┌──
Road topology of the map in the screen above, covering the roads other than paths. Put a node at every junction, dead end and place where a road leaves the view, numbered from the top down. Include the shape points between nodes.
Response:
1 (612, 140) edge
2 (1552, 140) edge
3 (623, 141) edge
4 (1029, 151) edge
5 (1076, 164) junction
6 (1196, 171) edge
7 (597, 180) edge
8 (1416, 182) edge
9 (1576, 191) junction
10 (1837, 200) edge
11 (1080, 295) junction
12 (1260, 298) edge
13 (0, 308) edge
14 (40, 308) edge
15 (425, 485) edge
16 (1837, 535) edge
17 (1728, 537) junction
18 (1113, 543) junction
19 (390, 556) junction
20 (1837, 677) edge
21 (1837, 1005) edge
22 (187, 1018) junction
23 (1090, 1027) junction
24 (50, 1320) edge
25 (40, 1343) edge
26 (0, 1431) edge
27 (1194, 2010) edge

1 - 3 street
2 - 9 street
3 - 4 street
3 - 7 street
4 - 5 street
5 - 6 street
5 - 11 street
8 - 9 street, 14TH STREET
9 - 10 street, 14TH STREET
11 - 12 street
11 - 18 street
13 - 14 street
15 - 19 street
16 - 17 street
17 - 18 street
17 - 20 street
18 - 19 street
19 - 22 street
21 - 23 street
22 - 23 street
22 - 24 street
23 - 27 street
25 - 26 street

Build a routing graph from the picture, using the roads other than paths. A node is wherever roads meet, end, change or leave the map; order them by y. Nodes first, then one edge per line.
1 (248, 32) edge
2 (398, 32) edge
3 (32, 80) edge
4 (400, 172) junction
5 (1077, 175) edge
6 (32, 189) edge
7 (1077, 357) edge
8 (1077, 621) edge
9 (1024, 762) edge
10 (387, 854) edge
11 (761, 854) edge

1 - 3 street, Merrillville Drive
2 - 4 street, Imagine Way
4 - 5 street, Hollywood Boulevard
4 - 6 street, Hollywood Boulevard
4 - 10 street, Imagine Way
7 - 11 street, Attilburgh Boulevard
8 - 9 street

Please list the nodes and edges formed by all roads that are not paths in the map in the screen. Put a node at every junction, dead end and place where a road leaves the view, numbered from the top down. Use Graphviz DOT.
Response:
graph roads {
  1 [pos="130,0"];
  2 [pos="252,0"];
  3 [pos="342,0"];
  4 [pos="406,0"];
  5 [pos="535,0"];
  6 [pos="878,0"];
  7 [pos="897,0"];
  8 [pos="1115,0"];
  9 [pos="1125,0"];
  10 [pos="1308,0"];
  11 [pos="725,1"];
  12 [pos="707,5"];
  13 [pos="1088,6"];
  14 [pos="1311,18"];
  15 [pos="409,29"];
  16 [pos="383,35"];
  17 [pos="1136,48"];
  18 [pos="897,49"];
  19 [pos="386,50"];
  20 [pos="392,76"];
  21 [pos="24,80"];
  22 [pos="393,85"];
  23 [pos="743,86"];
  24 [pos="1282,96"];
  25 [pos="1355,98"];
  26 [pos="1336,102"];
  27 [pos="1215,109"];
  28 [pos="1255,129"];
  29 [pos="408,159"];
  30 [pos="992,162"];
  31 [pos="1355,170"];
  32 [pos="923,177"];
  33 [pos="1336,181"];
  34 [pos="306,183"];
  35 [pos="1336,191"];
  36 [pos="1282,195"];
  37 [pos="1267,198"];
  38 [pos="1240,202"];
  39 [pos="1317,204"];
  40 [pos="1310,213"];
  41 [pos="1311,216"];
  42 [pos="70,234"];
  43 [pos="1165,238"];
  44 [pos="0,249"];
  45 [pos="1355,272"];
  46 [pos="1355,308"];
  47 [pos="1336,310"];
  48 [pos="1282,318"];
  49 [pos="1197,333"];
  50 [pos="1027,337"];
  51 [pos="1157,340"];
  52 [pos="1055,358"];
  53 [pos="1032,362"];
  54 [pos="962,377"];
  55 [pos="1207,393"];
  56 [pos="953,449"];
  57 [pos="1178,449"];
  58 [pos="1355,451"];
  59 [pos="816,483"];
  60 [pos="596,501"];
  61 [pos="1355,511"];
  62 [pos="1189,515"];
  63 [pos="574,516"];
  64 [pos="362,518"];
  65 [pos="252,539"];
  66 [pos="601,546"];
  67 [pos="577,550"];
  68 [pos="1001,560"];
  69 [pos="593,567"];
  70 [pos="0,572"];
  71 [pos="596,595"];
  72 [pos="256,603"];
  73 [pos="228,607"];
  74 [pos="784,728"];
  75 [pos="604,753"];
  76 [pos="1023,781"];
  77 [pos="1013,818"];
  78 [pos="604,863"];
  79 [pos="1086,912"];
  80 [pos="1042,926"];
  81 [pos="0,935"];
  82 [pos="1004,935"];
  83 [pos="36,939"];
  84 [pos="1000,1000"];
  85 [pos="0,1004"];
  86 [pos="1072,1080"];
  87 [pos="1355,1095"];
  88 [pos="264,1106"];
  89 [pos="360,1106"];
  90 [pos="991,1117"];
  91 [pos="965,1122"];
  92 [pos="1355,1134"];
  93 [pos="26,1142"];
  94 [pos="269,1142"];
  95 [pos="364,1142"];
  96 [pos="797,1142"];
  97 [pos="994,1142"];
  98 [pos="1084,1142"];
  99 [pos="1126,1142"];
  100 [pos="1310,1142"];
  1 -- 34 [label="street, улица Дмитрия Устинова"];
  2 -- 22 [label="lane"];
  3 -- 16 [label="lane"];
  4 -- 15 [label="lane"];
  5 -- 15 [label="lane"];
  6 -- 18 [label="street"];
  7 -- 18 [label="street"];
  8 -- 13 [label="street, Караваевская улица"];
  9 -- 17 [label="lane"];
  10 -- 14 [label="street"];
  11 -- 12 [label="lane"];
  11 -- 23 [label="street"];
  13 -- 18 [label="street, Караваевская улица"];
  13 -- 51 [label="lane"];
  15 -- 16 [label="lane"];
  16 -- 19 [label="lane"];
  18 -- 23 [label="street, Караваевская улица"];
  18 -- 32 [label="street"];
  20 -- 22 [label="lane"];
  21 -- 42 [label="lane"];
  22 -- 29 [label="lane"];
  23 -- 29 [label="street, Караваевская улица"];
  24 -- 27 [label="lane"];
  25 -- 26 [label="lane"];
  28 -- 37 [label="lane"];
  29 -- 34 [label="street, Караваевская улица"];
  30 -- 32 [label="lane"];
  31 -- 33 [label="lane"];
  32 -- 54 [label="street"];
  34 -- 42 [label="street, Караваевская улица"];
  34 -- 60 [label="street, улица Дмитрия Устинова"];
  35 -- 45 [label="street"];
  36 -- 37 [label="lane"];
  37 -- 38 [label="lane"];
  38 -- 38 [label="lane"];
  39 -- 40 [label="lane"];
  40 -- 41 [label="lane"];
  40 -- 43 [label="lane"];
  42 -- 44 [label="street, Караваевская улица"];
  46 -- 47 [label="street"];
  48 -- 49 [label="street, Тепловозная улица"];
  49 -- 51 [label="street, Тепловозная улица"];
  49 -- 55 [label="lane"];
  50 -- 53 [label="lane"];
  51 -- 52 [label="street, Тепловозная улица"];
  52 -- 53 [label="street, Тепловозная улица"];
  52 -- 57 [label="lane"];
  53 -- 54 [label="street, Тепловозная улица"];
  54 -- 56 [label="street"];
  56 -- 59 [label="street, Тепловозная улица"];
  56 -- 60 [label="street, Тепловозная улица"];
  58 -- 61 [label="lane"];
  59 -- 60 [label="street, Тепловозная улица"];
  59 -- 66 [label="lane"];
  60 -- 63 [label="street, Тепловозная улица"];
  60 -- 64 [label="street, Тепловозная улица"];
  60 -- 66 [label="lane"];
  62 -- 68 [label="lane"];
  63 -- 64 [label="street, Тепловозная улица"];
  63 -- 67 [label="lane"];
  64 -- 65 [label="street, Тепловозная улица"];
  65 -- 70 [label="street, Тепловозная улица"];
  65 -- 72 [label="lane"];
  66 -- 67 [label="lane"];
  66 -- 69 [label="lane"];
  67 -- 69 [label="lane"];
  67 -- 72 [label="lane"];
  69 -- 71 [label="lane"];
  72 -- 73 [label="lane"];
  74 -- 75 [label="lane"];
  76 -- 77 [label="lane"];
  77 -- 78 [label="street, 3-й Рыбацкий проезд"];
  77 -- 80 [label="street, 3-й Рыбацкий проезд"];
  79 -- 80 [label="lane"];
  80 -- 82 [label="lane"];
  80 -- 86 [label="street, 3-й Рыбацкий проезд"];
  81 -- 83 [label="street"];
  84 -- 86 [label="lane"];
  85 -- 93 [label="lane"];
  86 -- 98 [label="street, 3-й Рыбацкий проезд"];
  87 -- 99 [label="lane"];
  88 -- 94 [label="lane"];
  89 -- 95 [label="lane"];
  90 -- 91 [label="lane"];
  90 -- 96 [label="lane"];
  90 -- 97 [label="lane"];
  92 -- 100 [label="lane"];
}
└──
[PROBLEM DESCRIPTION]:
Pick out the lines above containing the word "Рыбацкий", then copy them.

[RESPONSE FOR THIS EXERCISE]:
  77 -- 78 [label="street, 3-й Рыбацкий проезд"];
  77 -- 80 [label="street, 3-й Рыбацкий проезд"];
  80 -- 86 [label="street, 3-й Рыбацкий проезд"];
  86 -- 98 [label="street, 3-й Рыбацкий проезд"];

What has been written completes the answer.